Supplied data =>
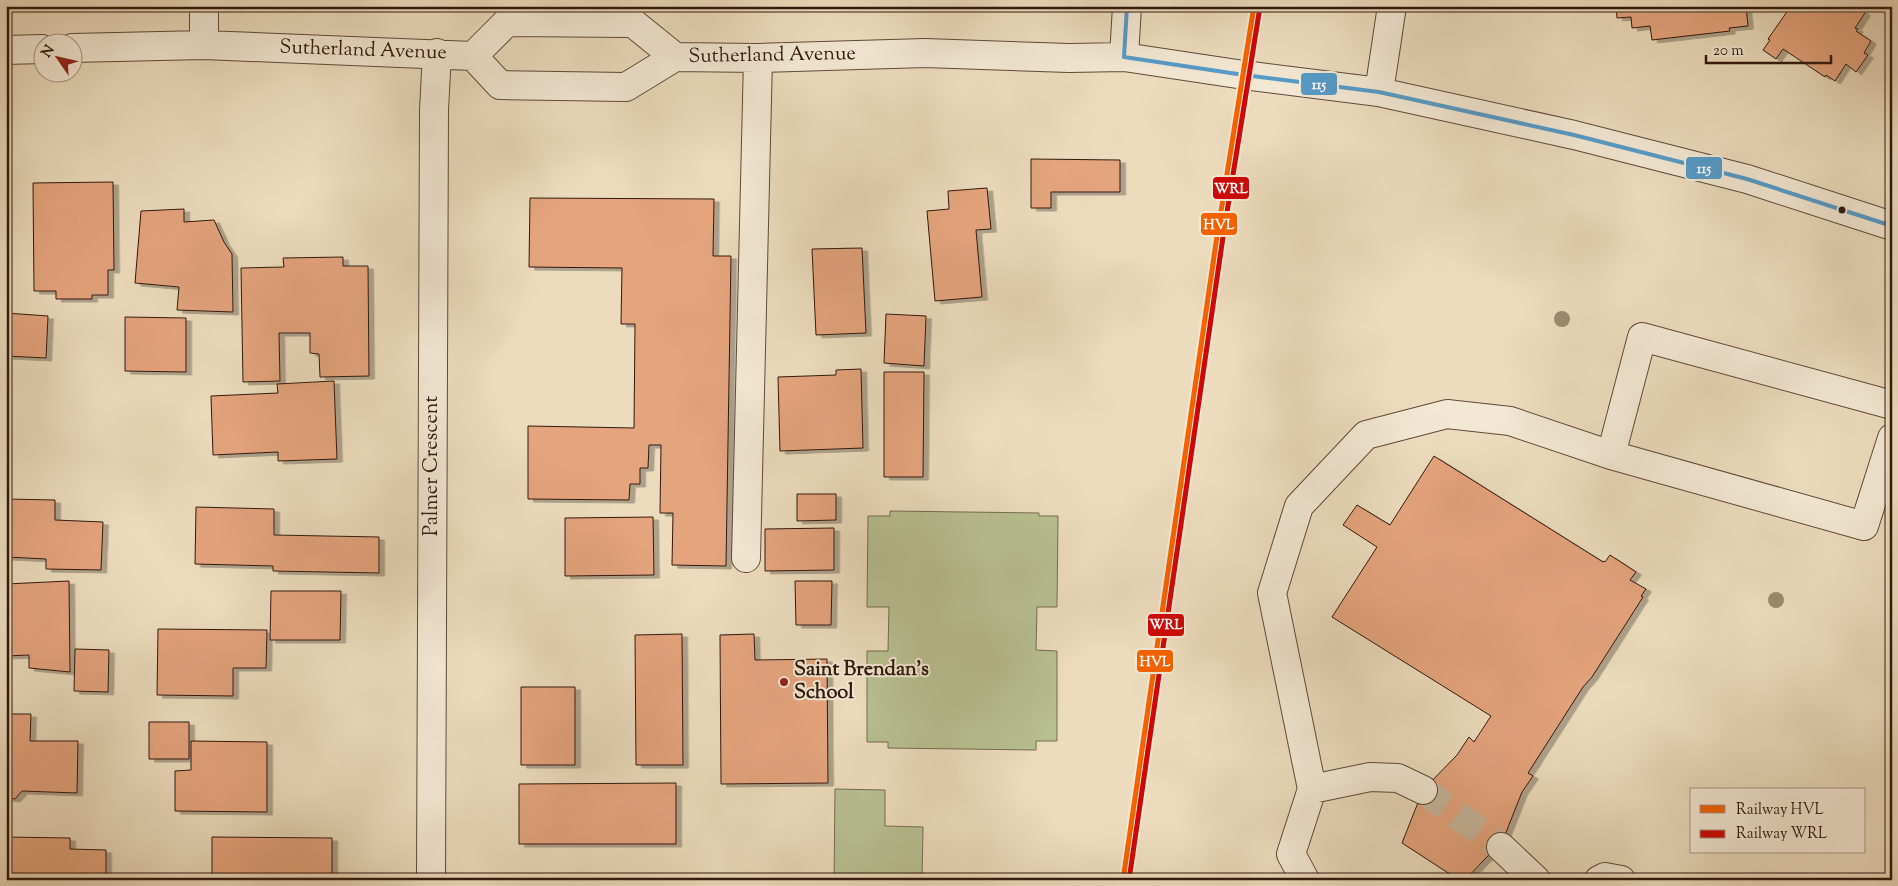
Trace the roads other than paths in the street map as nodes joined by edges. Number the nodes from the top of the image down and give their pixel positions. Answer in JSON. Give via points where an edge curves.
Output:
{"nodes":[{"id":1,"x":204,"y":6,"type":"edge"},
{"id":2,"x":1127,"y":6,"type":"edge"},
{"id":3,"x":1392,"y":6,"type":"edge"},
{"id":4,"x":204,"y":46,"type":"junction"},
{"id":5,"x":82,"y":48,"type":"edge"},
{"id":6,"x":32,"y":49,"type":"edge"},
{"id":7,"x":6,"y":50,"type":"edge"},
{"id":8,"x":437,"y":53,"type":"junction"},
{"id":9,"x":473,"y":56,"type":"junction"},
{"id":10,"x":675,"y":57,"type":"junction"},
{"id":11,"x":1124,"y":57,"type":"junction"},
{"id":12,"x":758,"y":58,"type":"junction"},
{"id":13,"x":1379,"y":92,"type":"junction"},
{"id":14,"x":1892,"y":226,"type":"edge"},
{"id":15,"x":1892,"y":405,"type":"edge"},
{"id":16,"x":1892,"y":438,"type":"edge"},
{"id":17,"x":1611,"y":454,"type":"junction"},
{"id":18,"x":746,"y":558,"type":"dead end"},
{"id":19,"x":1312,"y":789,"type":"junction"},
{"id":20,"x":1423,"y":790,"type":"tunnel mouth"},
{"id":21,"x":1501,"y":846,"type":"tunnel mouth"},
{"id":22,"x":431,"y":880,"type":"edge"},
{"id":23,"x":1305,"y":880,"type":"edge"},
{"id":24,"x":1536,"y":880,"type":"edge"},
{"id":25,"x":1599,"y":880,"type":"edge"},
{"id":26,"x":1621,"y":880,"type":"edge"}],
"edges":[{"from":1,"to":4,"type":"street"},
{"from":2,"to":11,"type":"street"},
{"from":3,"to":13,"type":"street"},
{"from":4,"to":5,"type":"street","name":"Sutherland Avenue"},
{"from":4,"to":8,"type":"street","name":"Sutherland Avenue"},
{"from":6,"to":7,"type":"street"},
{"from":8,"to":9,"type":"street","name":"Sutherland Avenue"},
{"from":8,"to":22,"type":"street","name":"Palmer Crescent","via":[[434,110]]},
{"from":9,"to":10,"type":"street","via":[[500,85],[626,87]]},
{"from":9,"to":10,"type":"street","name":"Sutherland Avenue","via":[[507,22],[526,22],[634,23]]},
{"from":10,"to":12,"type":"street","name":"Sutherland Avenue"},
{"from":11,"to":12,"type":"street","name":"Sutherland Avenue","via":[[925,53]]},
{"from":11,"to":13,"type":"street","name":"Sutherland Avenue"},
{"from":12,"to":18,"type":"street"},
{"from":13,"to":14,"type":"street","name":"Sutherland Avenue","via":[[1574,135],[1747,179]]},
{"from":15,"to":17,"type":"street","via":[[1642,337]]},
{"from":16,"to":17,"type":"street","via":[[1864,526]]},
{"from":17,"to":19,"type":"street","via":[[1510,421],[1446,414],[1366,435],[1299,506],[1272,593]]},
{"from":19,"to":20,"type":"street","via":[[1370,777],[1398,778]]},
{"from":19,"to":23,"type":"street","via":[[1291,854]]},
{"from":21,"to":24,"type":"street"},
{"from":25,"to":26,"type":"street","via":[[1605,877]]}]}
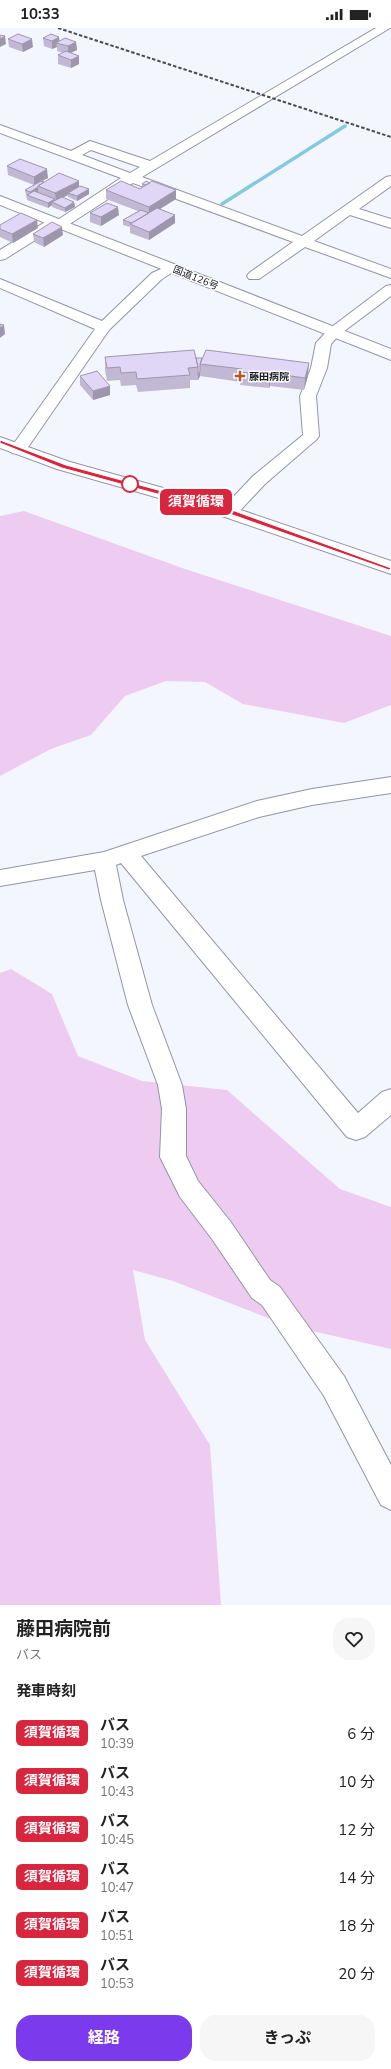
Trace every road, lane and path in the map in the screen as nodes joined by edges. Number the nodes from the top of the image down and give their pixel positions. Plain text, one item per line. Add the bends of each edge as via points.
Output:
1 (384, 28) edge
2 (0, 129) edge
3 (71, 156) junction
4 (150, 166) junction
5 (131, 178) junction
6 (391, 180) edge
7 (0, 200) edge
8 (349, 210) junction
9 (58, 223) junction
10 (391, 224) edge
11 (304, 241) junction
12 (0, 256) edge
13 (172, 268) junction
14 (391, 274) edge
15 (254, 276) dead end
16 (0, 283) edge
17 (391, 289) edge
18 (104, 327) junction
19 (334, 332) junction
20 (391, 355) edge
21 (0, 442) edge
22 (18, 449) junction
23 (229, 512) junction
24 (391, 568) edge
25 (391, 785) edge
26 (115, 856) junction
27 (0, 878) edge
28 (391, 1100) edge
29 (391, 1495) edge

1 - 4 street
2 - 3 street
3 - 4 street via 90,145
3 - 5 street
4 - 5 street
5 - 9 street
5 - 11 street
6 - 8 street
7 - 9 main road, 国道126号
8 - 10 street
8 - 11 street
9 - 12 street
9 - 13 main road, 国道126号
11 - 14 street
11 - 15 street
13 - 18 street via 157,276
13 - 19 main road, 国道126号
16 - 18 street
17 - 19 street
18 - 22 street
19 - 20 main road, 国道126号
19 - 23 street via 324,343 321,363 308,396 310,436 259,480
21 - 22 main road
22 - 23 main road via 64,467
23 - 24 main road
25 - 26 street via 312,797 256,809
26 - 27 street
26 - 28 street via 356,1129
26 - 29 street via 112,900 140,1005 170,1085 174,1109 173,1157 189,1189 334,1386

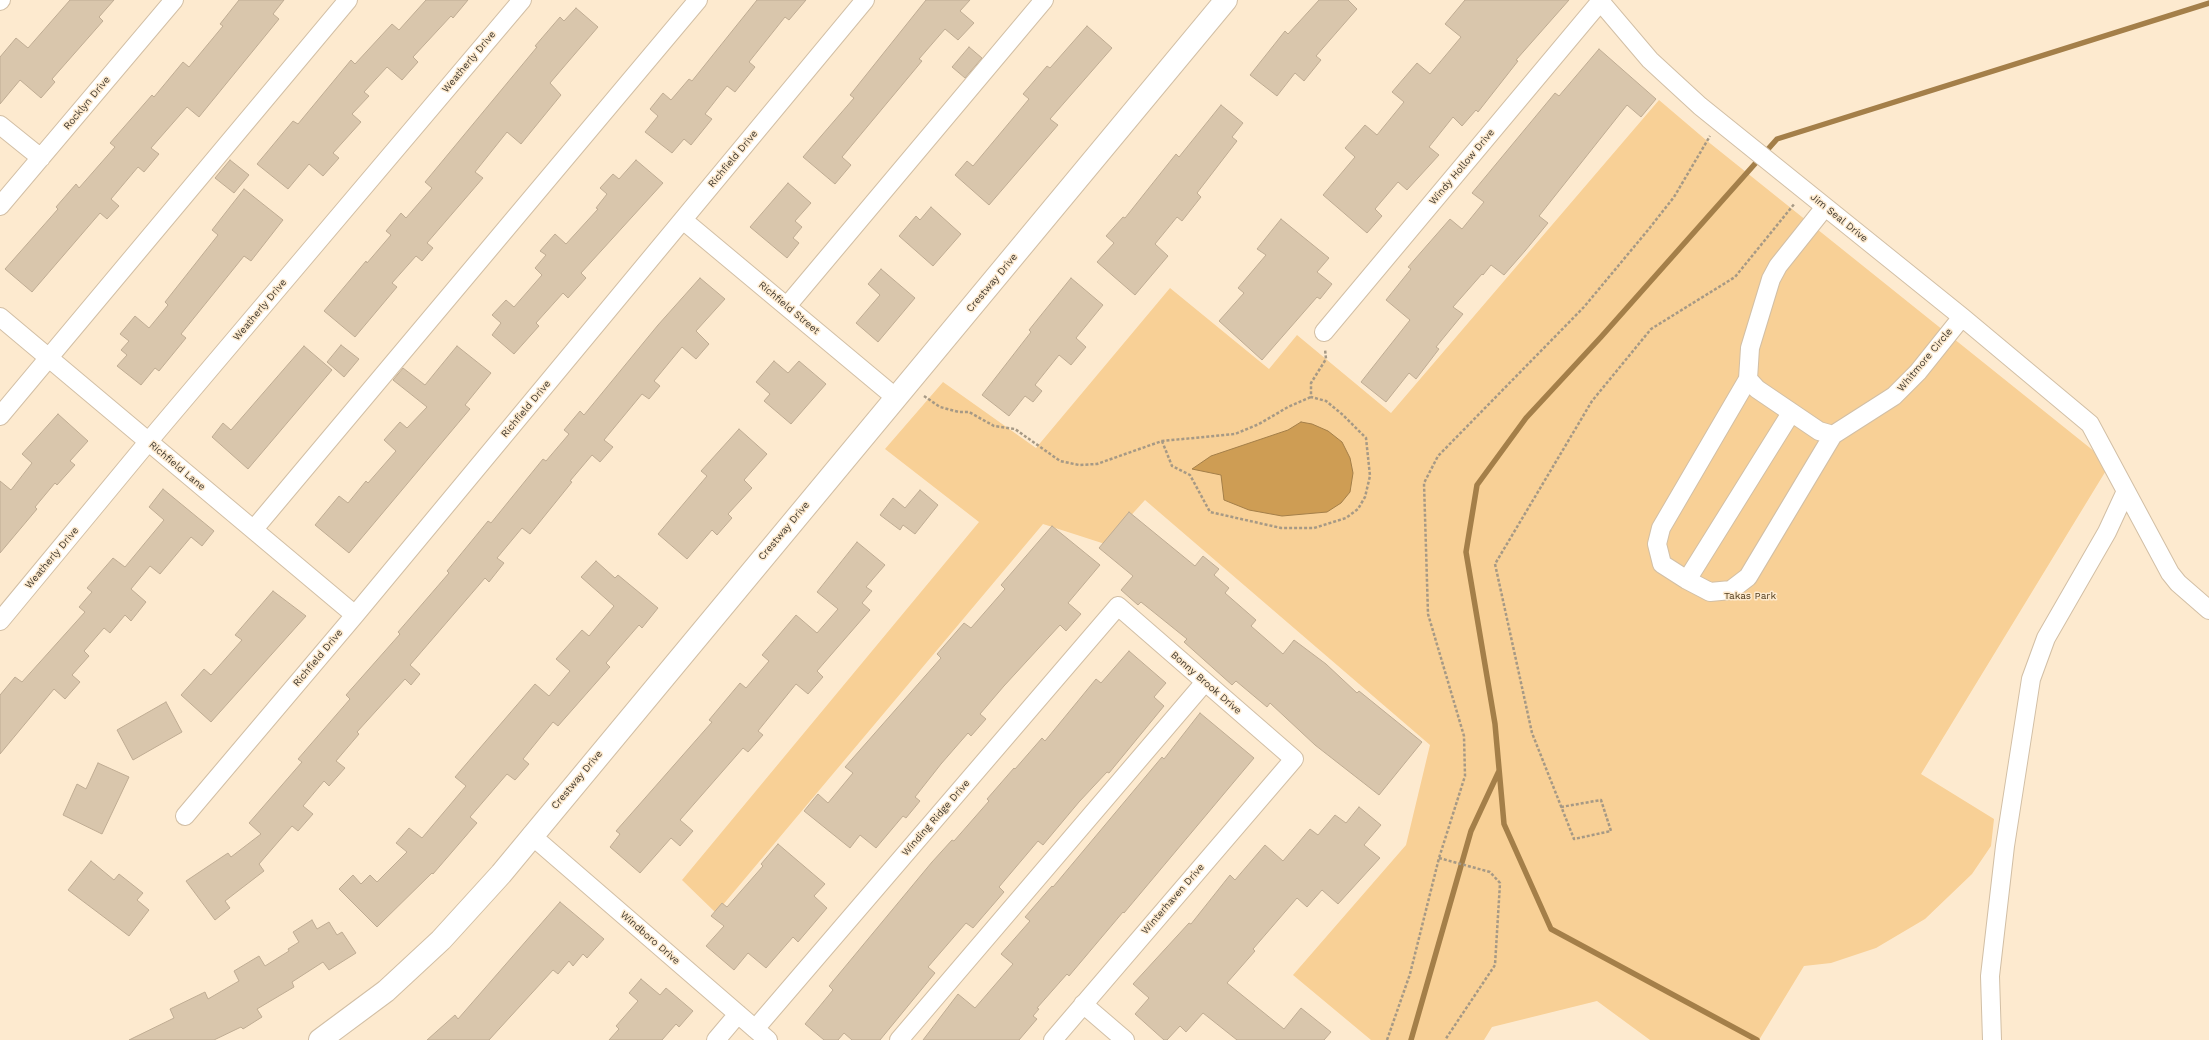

Work instructions =>
Copy out the records exactly. Do not include the pictures.

Exercise output =>
Trace the roads other than paths in the street map as nodes joined by edges. Number the nodes from the top of the image down and give their pixel positions. Answer in JSON. Give via points where an edge curves.
Output:
{"nodes":[{"id":1,"x":204,"y":6,"type":"edge"},
{"id":2,"x":1127,"y":6,"type":"edge"},
{"id":3,"x":1392,"y":6,"type":"edge"},
{"id":4,"x":204,"y":46,"type":"junction"},
{"id":5,"x":82,"y":48,"type":"edge"},
{"id":6,"x":32,"y":49,"type":"edge"},
{"id":7,"x":6,"y":50,"type":"edge"},
{"id":8,"x":437,"y":53,"type":"junction"},
{"id":9,"x":473,"y":56,"type":"junction"},
{"id":10,"x":675,"y":57,"type":"junction"},
{"id":11,"x":1124,"y":57,"type":"junction"},
{"id":12,"x":758,"y":58,"type":"junction"},
{"id":13,"x":1379,"y":92,"type":"junction"},
{"id":14,"x":1892,"y":226,"type":"edge"},
{"id":15,"x":1892,"y":405,"type":"edge"},
{"id":16,"x":1892,"y":438,"type":"edge"},
{"id":17,"x":1611,"y":454,"type":"junction"},
{"id":18,"x":746,"y":558,"type":"dead end"},
{"id":19,"x":1312,"y":789,"type":"junction"},
{"id":20,"x":1423,"y":790,"type":"tunnel mouth"},
{"id":21,"x":1501,"y":846,"type":"tunnel mouth"},
{"id":22,"x":431,"y":880,"type":"edge"},
{"id":23,"x":1305,"y":880,"type":"edge"},
{"id":24,"x":1536,"y":880,"type":"edge"},
{"id":25,"x":1599,"y":880,"type":"edge"},
{"id":26,"x":1621,"y":880,"type":"edge"}],
"edges":[{"from":1,"to":4,"type":"street"},
{"from":2,"to":11,"type":"street"},
{"from":3,"to":13,"type":"street"},
{"from":4,"to":5,"type":"street","name":"Sutherland Avenue"},
{"from":4,"to":8,"type":"street","name":"Sutherland Avenue"},
{"from":6,"to":7,"type":"street"},
{"from":8,"to":9,"type":"street","name":"Sutherland Avenue"},
{"from":8,"to":22,"type":"street","name":"Palmer Crescent","via":[[434,110]]},
{"from":9,"to":10,"type":"street","via":[[500,85],[626,87]]},
{"from":9,"to":10,"type":"street","name":"Sutherland Avenue","via":[[507,22],[526,22],[634,23]]},
{"from":10,"to":12,"type":"street","name":"Sutherland Avenue"},
{"from":11,"to":12,"type":"street","name":"Sutherland Avenue","via":[[925,53]]},
{"from":11,"to":13,"type":"street","name":"Sutherland Avenue"},
{"from":12,"to":18,"type":"street"},
{"from":13,"to":14,"type":"street","name":"Sutherland Avenue","via":[[1574,135],[1747,179]]},
{"from":15,"to":17,"type":"street","via":[[1642,337]]},
{"from":16,"to":17,"type":"street","via":[[1864,526]]},
{"from":17,"to":19,"type":"street","via":[[1510,421],[1446,414],[1366,435],[1299,506],[1272,593]]},
{"from":19,"to":20,"type":"street","via":[[1370,777],[1398,778]]},
{"from":19,"to":23,"type":"street","via":[[1291,854]]},
{"from":21,"to":24,"type":"street"},
{"from":25,"to":26,"type":"street","via":[[1605,877]]}]}
Trace every road, lane and path in the map in the screen as nodes joined by edges. Number the nodes from the top of the image down and give their pixel positions. Plain text, one item per line. Add the bends of each edge as via points.
Output:
1 (384, 28) edge
2 (0, 129) edge
3 (71, 156) junction
4 (150, 166) junction
5 (131, 178) junction
6 (391, 180) edge
7 (0, 200) edge
8 (349, 210) junction
9 (58, 223) junction
10 (391, 224) edge
11 (304, 241) junction
12 (0, 256) edge
13 (172, 268) junction
14 (391, 274) edge
15 (254, 276) dead end
16 (0, 283) edge
17 (391, 289) edge
18 (104, 327) junction
19 (334, 332) junction
20 (391, 355) edge
21 (0, 442) edge
22 (18, 449) junction
23 (229, 512) junction
24 (391, 568) edge
25 (391, 785) edge
26 (115, 856) junction
27 (0, 878) edge
28 (391, 1100) edge
29 (391, 1495) edge

1 - 4 street
2 - 3 street
3 - 4 street via 90,145
3 - 5 street
4 - 5 street
5 - 9 street
5 - 11 street
6 - 8 street
7 - 9 main road, 国道126号
8 - 10 street
8 - 11 street
9 - 12 street
9 - 13 main road, 国道126号
11 - 14 street
11 - 15 street
13 - 18 street via 157,276
13 - 19 main road, 国道126号
16 - 18 street
17 - 19 street
18 - 22 street
19 - 20 main road, 国道126号
19 - 23 street via 324,343 321,363 308,396 310,436 259,480
21 - 22 main road
22 - 23 main road via 64,467
23 - 24 main road
25 - 26 street via 312,797 256,809
26 - 27 street
26 - 28 street via 356,1129
26 - 29 street via 112,900 140,1005 170,1085 174,1109 173,1157 189,1189 334,1386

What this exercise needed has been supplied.